# LSS Ordered!



## Falco21 (May 11, 2010)

Just ordered the LSS with the black Hurst Ball. Also ordered one of those gaskets to quiet down the T56 Transmission. Once it comes in the mail I will be installing both of these with the new shifter boot I received a while back.

I have a B&M Shifter and I heard there is some fabrication I need to do for the LSS to fit. Anyone know the exact size and length I need to cut it to so it can fit? I will be ordering an MGW-P soon, but this will be a temporary fix. Thanx


----------



## Falco21 (May 11, 2010)

Well it came in this morning!! I am very excited!! 

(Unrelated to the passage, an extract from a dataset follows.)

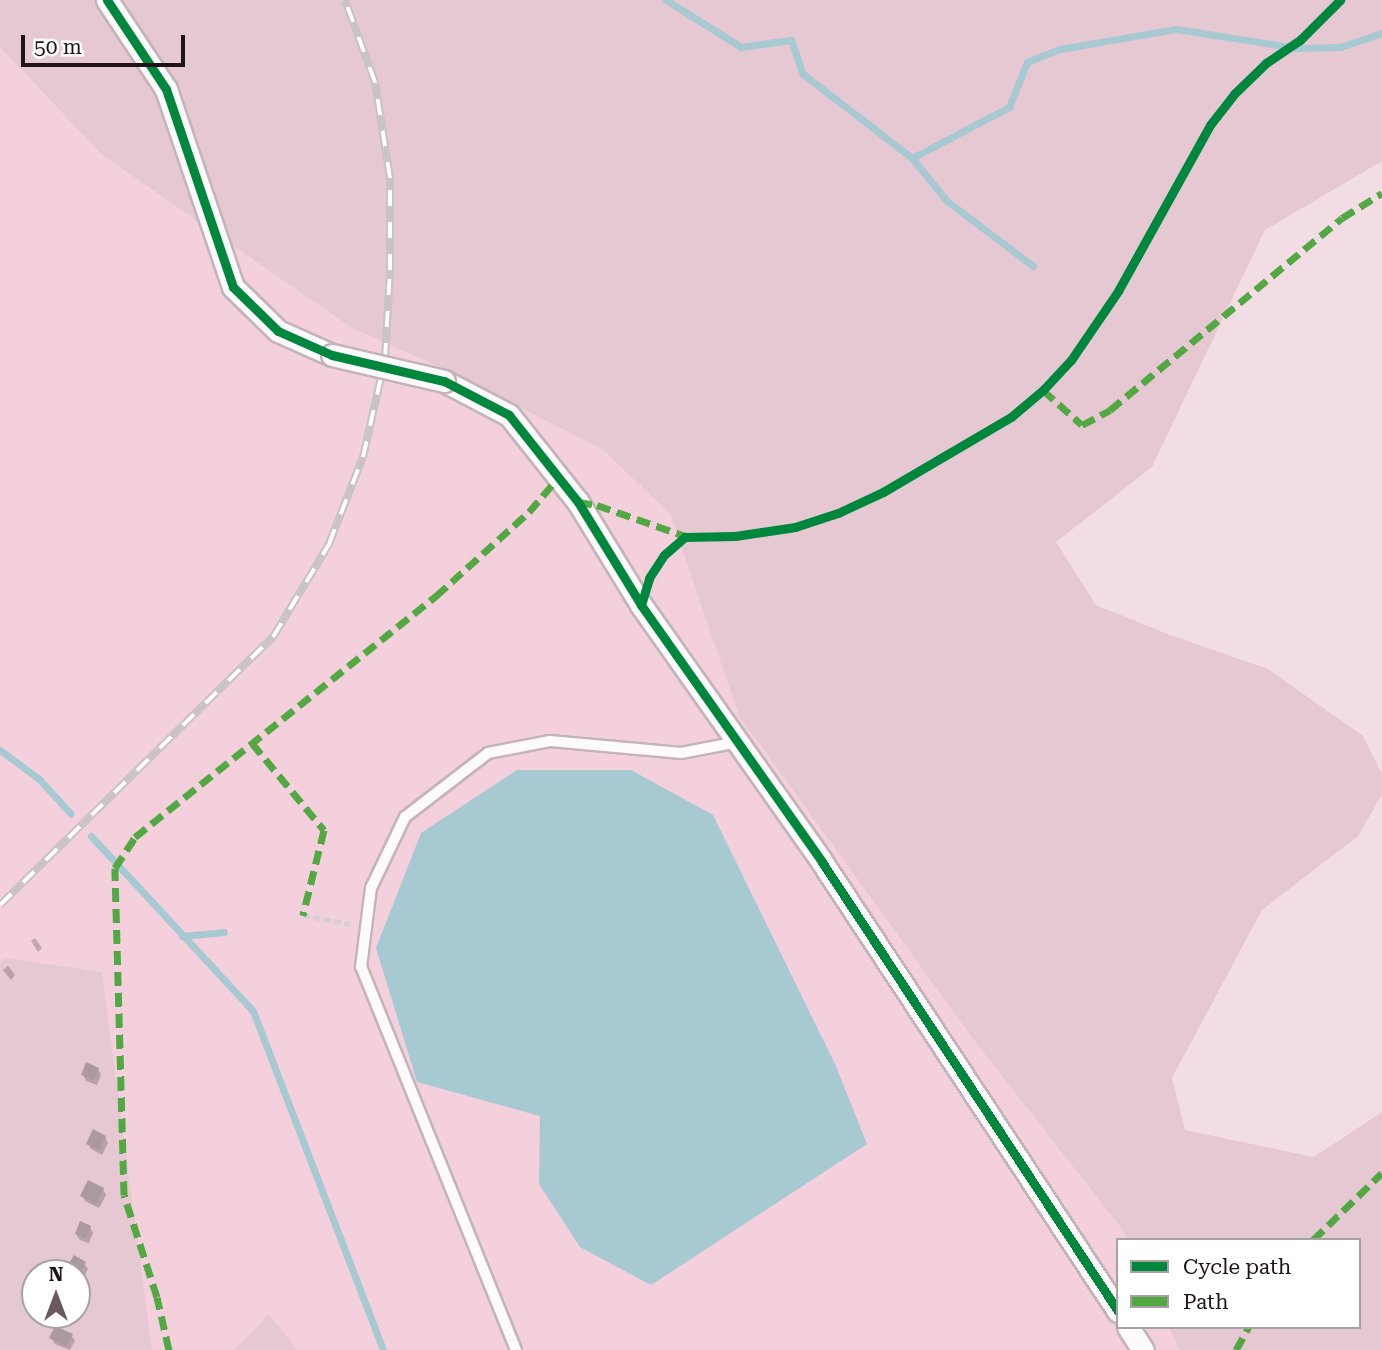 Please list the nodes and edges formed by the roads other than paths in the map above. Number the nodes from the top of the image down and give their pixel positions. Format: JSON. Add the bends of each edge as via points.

Does anybody know exactly what needs to be done to modify it to fit the B&M? I want to get this installed ASAP


----------



## svede1212 (Nov 1, 2005)

I'm pretty sure it's just a direct bolt-up. I guess with less leverage it lessens the chance your B&M breaks.


----------



## Falco21 (May 11, 2010)

Maybe it is. I was reading over on ls1gto.com that it needs to be modified to fit. Not quite sure. I hate the b&m, this is just a temporary fix until I order my new shifter.


----------



## svede1212 (Nov 1, 2005)

I'm not 100% sure the bolt holes line up but it would be odd if they didn't as I think you reuse the stock top part of the shaft with it and the Lou's just replaces that.


----------



## Falco21 (May 11, 2010)

Yea I'm not quite sure they do line up. Also, I just went out and looked at it, and it also seems the screws that were provided with the LSS are not long enough.


----------



## SWGOAT (Nov 9, 2010)

I have a B&M shifter in my car, came installed when I purchased it, was thinking of a change as well, where did you order your parts? Did it turn out to be a direct fit. I put in some extra insulation for noise, what was the gasket needed? Did you notice any difference after install? Would like to do same install as you have.


----------



## svede1212 (Nov 1, 2005)

The Lou's bolts up to whatever you have so it doesn't address the faults of the B&M but shortens the throw. I've read that you should use longer and stronger bolts with it and use LocTite. I also used LocTite with my GMM. Hell, I use LocTite on just about every bolt


----------



## Falco21 (May 11, 2010)

Yea I know it doesn't necessarily fix the problems with the B&M, but it makes it feel a ton better. Everyone I have spoken to said its a night and day difference due to the shorter throws. 

SWGOAT:

I ordered the LSS and Hurst Ball from afterthoughtsauto.com 

The gasket I got from a guy named Bob. I forgot the website name, but go over on ls1gto.com and search the gasket. It will come up. It's supposed to make the noise a lot quieter, but I will find out. I will be installing everything on Saturday, so I will post back in here on how it turned out and if anything needs to be altered.


----------



## Falco21 (May 11, 2010)

Spent the whole day doing the install today. The owner previous to me had installed the B&M shifter and used LocTite non-removable on the bolts. The top one came off easily, but the bottom one would not come out for the life of me. Spent a long time drilling the bolt out and was finally able to break it off. 

I did have to modify the LSS to fit. I purchased longer bolts and had to make the bottom hole taller on the LSS to allow it to align correctly. Once that was done, I installed it and installed the new boot. Car has never shifted this well before ever!!! The shifter feels so much better, and the noise that used to come from the transmission is completely gone. If the radio is off you can not hear a thing. Definitely one of the best $100 I have ever spent!! 

I will get some pictures of it installed up tomorrow. Anyone thinking about doing this, don't think anymore. Just do it.


----------



## Falco21 (May 11, 2010)

Here is a picture of it installed. So far it has been 2 days and the car feels like a totally different animal. I absolutely love it.


----------



## svede1212 (Nov 1, 2005)

The reason I said you might stand a better chance of not breaking the B&M is due to less leverage. One of the weak points on the B&M is the shifter shaft "ball" that drops into the shifter cup in the trans. It's been known to break off leaving you stranded in whatever gear


----------